Playbook #067: Hard Money Lending
🖼️ The Big Picture
If you have experience with real estate investing, you’re sitting on cash, and you like aggressive returns backed by hard assets, then hard money lending could be a gamechanger for you.
Also known as “asset-backed,” hard money lenders underwrite based on the value of the property itself, and don’t take into account “soft” features like the investors credit score and balance sheet.
They typically have a short time-fuse of up to 2 years, so fix-and-flip investors often use them to get a loan on up to 75% of the property’s ARV (after repair value). Other investors negotiate 30% discounts on multifamily and commercial buildings and use these loans so they can buy without using any of their own money (they then optimize the building and refinance it before their time-fuse runs out).
Because these are often projects that involve a higher (or simply different type of) risk than a traditional bank will lend on, hard money lenders charge high interest rates of 10 - 15% plus points of 2% - 4% of the total amount loaned.
This is kind of an intense win-win relationship, sometimes with high stakes and high risks.

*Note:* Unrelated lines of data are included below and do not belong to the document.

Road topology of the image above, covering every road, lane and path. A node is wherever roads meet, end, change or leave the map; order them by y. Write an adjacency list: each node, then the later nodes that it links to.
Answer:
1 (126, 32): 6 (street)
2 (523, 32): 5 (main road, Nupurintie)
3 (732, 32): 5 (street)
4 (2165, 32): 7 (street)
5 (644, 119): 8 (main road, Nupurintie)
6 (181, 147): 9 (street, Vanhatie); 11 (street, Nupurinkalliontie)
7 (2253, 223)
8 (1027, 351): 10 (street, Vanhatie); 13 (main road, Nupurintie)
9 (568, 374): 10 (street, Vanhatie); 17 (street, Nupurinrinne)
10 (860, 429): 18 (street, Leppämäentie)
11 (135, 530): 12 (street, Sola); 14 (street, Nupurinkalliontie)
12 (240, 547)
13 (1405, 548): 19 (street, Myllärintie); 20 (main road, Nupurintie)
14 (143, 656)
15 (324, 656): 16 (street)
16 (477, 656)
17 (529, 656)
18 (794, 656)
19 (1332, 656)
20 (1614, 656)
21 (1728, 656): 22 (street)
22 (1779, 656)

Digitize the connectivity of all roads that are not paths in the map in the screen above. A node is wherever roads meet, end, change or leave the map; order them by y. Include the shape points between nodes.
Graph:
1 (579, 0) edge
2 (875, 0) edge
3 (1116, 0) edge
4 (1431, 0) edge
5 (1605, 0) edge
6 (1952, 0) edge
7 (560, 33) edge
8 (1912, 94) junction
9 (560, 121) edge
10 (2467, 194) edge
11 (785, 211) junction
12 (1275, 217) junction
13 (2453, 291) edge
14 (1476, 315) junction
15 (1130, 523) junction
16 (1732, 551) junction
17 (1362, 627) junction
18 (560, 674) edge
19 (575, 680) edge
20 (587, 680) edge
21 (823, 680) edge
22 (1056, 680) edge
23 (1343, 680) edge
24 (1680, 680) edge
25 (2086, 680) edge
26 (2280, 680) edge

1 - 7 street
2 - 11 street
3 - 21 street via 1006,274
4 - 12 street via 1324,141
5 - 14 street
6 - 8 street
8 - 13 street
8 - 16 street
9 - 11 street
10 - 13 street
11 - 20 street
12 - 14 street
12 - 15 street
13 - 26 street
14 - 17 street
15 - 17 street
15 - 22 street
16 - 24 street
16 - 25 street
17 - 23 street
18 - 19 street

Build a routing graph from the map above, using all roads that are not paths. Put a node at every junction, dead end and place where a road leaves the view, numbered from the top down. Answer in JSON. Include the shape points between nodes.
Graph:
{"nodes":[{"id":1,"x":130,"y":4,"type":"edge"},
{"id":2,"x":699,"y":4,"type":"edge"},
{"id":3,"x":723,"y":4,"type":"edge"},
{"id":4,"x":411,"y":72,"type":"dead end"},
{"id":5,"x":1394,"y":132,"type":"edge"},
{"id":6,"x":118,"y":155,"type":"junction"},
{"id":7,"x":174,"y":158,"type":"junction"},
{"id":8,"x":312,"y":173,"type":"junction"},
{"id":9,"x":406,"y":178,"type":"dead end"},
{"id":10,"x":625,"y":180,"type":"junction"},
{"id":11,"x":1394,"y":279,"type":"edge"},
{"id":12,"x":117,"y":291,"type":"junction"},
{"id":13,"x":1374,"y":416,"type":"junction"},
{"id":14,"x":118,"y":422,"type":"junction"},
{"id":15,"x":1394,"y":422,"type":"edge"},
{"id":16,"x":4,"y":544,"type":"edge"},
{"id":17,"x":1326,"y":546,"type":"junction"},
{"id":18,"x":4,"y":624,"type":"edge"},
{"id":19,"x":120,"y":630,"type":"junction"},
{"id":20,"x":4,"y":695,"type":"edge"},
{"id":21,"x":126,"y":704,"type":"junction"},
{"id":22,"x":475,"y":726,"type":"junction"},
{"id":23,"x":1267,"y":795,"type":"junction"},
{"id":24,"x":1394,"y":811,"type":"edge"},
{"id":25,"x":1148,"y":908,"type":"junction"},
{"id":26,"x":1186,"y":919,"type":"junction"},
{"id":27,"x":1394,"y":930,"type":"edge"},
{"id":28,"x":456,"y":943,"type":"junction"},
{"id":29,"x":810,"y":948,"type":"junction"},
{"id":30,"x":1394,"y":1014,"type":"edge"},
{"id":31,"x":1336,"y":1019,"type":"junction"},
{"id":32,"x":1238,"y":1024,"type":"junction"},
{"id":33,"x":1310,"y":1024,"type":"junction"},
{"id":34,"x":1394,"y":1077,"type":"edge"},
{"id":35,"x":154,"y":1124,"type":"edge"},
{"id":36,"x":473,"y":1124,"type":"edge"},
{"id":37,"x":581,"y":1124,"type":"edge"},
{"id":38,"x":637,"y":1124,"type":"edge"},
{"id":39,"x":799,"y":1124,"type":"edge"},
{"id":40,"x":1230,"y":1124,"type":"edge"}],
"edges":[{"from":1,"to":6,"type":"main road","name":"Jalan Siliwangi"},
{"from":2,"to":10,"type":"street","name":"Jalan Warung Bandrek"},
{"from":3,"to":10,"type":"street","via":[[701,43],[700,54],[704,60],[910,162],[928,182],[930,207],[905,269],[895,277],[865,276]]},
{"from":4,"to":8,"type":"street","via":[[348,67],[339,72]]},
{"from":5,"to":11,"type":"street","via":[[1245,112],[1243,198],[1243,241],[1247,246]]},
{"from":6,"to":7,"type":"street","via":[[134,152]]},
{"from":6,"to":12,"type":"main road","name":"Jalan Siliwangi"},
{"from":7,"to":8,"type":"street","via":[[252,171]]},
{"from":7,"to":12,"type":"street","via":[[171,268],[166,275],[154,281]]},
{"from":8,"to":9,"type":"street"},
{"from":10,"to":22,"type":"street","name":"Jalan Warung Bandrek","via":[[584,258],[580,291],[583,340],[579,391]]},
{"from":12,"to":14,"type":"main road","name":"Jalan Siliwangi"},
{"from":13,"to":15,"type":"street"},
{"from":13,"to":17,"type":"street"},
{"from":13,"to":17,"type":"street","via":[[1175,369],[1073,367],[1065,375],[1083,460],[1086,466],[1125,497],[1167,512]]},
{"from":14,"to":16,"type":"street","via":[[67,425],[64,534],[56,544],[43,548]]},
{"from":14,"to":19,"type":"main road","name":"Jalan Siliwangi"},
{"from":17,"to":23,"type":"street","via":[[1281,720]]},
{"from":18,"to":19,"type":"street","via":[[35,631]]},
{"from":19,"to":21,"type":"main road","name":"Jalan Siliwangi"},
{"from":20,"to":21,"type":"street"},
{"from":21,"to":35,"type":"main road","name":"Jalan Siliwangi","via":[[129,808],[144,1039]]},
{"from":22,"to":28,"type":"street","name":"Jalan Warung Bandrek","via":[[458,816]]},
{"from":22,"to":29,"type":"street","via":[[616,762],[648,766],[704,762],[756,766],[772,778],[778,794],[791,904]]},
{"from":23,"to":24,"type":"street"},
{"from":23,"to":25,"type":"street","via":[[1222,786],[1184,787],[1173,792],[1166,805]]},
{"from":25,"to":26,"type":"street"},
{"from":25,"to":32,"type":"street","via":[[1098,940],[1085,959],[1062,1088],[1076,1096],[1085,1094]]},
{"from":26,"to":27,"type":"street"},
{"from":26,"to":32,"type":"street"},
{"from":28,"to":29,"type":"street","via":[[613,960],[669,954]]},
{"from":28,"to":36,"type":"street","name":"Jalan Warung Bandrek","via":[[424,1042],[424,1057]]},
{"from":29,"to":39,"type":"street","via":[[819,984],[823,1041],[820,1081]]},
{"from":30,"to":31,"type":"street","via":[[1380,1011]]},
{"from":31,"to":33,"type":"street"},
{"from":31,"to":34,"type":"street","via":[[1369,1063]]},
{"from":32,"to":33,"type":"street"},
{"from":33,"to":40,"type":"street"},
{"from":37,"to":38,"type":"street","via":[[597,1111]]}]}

Investors pay a premium to access funds they may not have gotten otherwise, and get them much faster than banks (closing in days or weeks instead of months)… which can be critical since time kills deals.
Lenders need experience to be able to properly underwrite deals: to assess risk and collateral, determine LTV, and negotiate terms to protect themselves in case of default. If a borrower defaults on the loans and hands over the keys to a half-repaired property, will you know what to do with it?
If so, you can really put your money to work as a hard money lender.